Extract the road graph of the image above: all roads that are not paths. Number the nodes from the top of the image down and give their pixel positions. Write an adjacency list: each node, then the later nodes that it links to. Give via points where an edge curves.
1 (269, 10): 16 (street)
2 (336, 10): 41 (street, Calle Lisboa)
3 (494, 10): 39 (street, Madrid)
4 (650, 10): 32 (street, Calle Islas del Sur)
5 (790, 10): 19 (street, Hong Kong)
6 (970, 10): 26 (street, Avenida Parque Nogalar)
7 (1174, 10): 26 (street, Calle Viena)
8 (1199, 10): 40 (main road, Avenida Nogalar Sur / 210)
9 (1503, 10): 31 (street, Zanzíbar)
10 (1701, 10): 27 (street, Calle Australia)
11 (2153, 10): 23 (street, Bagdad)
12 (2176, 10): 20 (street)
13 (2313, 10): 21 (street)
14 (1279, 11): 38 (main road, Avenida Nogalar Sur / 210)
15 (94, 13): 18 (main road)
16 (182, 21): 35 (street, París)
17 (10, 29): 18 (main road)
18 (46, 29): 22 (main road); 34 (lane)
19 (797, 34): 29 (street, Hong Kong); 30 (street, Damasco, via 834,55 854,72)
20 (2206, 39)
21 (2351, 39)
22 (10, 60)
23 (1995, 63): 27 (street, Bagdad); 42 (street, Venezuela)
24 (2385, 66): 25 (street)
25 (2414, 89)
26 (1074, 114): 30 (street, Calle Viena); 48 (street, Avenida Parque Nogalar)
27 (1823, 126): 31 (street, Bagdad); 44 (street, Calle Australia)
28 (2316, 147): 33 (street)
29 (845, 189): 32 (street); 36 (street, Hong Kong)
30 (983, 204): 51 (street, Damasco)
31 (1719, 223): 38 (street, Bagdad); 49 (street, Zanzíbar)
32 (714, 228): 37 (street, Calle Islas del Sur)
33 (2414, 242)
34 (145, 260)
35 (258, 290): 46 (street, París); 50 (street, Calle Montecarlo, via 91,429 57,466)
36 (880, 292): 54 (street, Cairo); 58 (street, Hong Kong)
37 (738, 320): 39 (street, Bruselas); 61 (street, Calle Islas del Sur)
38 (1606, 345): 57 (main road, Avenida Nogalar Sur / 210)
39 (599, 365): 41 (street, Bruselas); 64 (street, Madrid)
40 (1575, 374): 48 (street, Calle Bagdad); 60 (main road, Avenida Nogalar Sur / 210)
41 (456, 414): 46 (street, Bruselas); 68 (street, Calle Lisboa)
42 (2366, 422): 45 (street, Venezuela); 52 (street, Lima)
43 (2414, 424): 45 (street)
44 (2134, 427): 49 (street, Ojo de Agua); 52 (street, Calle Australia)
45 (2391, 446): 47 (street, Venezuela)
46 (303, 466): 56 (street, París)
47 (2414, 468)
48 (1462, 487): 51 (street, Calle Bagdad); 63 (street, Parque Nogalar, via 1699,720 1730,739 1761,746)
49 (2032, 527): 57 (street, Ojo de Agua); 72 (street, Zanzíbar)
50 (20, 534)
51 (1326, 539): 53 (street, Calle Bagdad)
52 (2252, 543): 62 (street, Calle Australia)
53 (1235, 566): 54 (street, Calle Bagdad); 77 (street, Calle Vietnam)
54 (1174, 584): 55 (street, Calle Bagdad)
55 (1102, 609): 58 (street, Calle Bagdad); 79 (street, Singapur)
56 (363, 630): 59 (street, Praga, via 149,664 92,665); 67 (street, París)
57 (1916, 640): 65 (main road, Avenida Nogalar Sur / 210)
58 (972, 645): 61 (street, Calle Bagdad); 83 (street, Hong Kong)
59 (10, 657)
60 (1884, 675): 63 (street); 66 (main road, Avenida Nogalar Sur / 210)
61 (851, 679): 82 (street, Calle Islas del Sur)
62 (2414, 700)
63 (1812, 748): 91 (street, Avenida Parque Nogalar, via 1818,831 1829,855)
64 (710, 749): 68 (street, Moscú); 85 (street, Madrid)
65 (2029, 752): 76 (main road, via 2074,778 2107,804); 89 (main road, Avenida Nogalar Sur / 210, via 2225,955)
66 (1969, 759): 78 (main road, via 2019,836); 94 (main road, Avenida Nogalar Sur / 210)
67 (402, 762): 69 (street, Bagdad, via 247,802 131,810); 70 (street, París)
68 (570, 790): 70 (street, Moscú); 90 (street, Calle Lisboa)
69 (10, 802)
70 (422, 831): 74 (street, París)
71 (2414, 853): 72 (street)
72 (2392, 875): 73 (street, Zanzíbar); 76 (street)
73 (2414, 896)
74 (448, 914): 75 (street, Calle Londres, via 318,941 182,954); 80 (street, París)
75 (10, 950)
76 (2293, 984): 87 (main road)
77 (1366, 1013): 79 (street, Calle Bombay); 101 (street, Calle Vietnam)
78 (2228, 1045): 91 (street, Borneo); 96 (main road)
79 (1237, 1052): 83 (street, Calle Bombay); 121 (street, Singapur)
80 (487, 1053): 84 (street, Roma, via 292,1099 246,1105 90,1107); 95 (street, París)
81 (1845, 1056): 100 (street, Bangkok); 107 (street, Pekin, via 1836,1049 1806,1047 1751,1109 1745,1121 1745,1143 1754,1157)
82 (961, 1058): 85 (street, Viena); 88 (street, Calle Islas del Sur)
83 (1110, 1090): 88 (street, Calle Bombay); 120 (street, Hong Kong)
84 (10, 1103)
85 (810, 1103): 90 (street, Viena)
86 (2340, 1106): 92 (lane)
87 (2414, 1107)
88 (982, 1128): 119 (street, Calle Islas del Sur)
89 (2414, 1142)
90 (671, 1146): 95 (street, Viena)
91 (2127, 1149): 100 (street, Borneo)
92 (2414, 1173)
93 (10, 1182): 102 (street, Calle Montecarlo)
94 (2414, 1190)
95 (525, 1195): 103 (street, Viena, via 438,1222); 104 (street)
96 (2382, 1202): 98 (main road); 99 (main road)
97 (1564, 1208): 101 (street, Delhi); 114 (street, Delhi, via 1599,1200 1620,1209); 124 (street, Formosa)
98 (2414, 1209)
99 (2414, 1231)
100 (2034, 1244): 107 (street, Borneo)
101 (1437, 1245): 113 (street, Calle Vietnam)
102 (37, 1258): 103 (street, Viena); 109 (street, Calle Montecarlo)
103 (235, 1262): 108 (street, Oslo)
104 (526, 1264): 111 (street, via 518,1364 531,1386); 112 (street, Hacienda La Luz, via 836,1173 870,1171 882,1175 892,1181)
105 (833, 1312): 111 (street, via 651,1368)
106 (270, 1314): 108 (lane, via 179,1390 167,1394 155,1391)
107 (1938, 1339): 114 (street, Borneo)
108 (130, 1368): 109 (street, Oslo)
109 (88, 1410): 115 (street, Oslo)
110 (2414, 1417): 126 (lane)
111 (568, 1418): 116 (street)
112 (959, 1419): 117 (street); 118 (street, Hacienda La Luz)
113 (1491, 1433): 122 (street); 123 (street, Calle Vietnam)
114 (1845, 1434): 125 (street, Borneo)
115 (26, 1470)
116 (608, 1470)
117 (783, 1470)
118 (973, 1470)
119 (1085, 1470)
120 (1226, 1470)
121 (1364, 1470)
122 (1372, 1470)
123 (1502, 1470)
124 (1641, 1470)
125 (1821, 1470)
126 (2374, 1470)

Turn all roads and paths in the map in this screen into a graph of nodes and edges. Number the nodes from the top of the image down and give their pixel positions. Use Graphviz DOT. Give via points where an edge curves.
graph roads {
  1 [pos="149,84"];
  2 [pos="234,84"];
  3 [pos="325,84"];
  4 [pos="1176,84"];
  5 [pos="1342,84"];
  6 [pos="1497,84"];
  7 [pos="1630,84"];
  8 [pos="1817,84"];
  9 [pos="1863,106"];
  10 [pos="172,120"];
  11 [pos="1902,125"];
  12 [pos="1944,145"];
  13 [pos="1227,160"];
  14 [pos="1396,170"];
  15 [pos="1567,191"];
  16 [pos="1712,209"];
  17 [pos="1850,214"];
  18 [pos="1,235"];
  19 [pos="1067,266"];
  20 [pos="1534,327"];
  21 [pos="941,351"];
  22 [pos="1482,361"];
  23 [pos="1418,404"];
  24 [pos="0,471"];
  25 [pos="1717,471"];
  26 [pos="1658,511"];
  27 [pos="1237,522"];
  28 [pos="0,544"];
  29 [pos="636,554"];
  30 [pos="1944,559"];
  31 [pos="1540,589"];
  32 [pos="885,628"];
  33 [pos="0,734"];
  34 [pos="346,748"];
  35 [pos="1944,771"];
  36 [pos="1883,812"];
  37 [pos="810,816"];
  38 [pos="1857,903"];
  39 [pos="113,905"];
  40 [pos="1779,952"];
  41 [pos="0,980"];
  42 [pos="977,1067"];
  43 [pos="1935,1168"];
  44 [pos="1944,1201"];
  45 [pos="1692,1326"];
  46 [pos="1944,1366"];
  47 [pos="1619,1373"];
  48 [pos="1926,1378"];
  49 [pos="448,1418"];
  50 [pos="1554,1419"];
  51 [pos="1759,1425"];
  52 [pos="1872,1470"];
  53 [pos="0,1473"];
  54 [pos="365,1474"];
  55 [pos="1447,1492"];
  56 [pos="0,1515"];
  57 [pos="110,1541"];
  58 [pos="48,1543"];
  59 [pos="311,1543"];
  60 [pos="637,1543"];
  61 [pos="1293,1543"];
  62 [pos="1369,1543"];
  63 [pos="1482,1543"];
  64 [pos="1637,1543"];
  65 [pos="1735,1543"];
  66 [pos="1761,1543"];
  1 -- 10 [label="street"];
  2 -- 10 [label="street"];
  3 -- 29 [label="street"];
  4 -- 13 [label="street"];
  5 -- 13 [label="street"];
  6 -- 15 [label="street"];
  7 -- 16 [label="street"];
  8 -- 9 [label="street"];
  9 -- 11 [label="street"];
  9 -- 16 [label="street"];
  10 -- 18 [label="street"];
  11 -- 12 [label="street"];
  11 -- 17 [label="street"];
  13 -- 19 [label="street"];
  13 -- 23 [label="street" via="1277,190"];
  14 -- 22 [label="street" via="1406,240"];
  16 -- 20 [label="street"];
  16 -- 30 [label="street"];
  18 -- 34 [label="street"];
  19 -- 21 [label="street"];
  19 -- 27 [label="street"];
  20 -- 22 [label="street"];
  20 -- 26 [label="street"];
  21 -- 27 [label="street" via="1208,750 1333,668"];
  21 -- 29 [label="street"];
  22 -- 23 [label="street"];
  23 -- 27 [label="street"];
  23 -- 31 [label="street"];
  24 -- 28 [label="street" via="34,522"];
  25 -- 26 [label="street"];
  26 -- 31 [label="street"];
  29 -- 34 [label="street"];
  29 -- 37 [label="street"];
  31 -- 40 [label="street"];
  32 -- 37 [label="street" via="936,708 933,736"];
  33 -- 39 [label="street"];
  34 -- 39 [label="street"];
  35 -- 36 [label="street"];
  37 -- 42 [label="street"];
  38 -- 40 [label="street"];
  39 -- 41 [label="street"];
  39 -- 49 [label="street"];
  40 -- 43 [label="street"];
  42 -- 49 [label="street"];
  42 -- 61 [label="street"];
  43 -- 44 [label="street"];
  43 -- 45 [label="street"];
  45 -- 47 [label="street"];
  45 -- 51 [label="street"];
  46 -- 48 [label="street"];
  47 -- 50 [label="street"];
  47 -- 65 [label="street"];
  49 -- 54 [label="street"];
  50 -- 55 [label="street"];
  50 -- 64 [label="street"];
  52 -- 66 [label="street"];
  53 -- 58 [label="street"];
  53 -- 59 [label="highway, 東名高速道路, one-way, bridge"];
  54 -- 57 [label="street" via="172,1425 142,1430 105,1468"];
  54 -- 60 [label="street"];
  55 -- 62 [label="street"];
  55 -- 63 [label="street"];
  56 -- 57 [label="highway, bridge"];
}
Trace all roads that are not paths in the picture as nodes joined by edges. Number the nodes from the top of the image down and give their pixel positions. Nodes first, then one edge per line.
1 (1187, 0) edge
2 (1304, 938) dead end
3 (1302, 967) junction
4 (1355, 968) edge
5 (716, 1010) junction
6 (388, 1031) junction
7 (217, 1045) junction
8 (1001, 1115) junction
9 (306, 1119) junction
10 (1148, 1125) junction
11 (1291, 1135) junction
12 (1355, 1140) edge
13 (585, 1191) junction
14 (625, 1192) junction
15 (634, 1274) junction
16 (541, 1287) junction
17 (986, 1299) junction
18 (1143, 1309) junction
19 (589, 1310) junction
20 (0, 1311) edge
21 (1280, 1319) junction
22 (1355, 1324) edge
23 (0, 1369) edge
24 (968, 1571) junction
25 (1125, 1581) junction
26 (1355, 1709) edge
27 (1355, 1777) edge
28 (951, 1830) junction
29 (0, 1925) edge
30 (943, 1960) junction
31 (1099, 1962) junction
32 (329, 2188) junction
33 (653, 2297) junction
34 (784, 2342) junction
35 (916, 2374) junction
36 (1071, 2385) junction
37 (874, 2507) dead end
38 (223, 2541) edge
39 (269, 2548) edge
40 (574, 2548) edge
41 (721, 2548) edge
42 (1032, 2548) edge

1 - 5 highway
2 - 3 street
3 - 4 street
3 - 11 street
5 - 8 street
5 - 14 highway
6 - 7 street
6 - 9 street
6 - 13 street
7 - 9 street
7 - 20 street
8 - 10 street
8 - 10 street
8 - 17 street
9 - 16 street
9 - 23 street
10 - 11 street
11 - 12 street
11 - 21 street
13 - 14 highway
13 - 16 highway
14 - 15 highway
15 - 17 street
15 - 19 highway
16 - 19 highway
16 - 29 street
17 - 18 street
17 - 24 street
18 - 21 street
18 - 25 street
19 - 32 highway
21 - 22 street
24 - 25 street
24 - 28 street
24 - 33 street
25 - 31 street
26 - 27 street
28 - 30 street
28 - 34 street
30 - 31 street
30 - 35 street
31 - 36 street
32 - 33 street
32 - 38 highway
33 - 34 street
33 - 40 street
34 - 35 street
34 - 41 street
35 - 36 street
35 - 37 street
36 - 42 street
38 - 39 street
________
(PROMPT) Check each line of the entries for the string "Parque". Copy the lines that have it.

(RESPONSE TO THIS TASK)
6 (970, 10): 26 (street, Avenida Parque Nogalar)
26 (1074, 114): 30 (street, Calle Viena); 48 (street, Avenida Parque Nogalar)
48 (1462, 487): 51 (street, Calle Bagdad); 63 (street, Parque Nogalar, via 1699,720 1730,739 1761,746)
63 (1812, 748): 91 (street, Avenida Parque Nogalar, via 1818,831 1829,855)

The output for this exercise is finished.